What is pretty certain, however, is that schools are not to blame. They didn’t cause the surges. They didn’t cause the massive numbers of hospitalizations and deaths that Florida experienced this summer and that Michigan appears to be experiencing now. They haven’t done nearly as much damage as bars, restaurants, and indoor events (including kids’ birthday parties), which never seem to receive the same amount of attention.

This doesn’t mean that kids aren’t getting COVID, of course. It doesn’t mean that kids aren’t in danger, haven’t gotten sick, haven’t been hospitalized by the thousands, and even died. Kids catch COVID, and transmission does occur in schools, but it is rare when precautions are taken. Because of this, the level of school transmission is sometimes lower than that of the surrounding community. Most schools are on guard, at least. Many require masks. More are being thoughtful about close contacts and group dynamics, and they enforce isolation and quarantine as much as they can.

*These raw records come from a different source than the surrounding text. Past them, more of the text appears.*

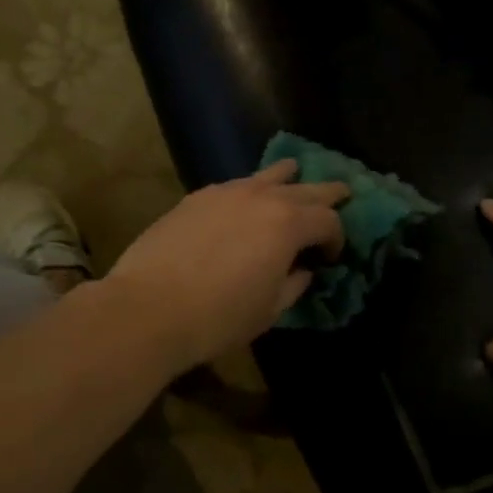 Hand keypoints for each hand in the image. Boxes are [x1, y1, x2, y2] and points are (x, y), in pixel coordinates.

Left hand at [106, 160, 349, 370]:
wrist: (149, 308)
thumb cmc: (219, 316)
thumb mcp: (269, 310)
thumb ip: (294, 285)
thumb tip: (302, 271)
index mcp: (288, 224)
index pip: (328, 220)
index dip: (337, 238)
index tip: (331, 257)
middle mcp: (262, 197)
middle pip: (305, 188)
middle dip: (327, 194)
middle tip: (343, 193)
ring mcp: (226, 192)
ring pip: (268, 175)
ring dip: (288, 178)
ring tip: (296, 176)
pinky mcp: (196, 197)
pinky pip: (235, 185)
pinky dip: (251, 190)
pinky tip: (246, 200)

That may be inconvenient, but it’s hard to argue that it hasn’t made a difference.

It was not unreasonable to close schools before we really understood what we were dealing with and before we had vaccines that could dramatically reduce the risk of severe outcomes.  Given what we’ve learned and given the availability of vaccines for all school-aged children (alas, I sure wish uptake was much higher) schools really should be the last thing we close now.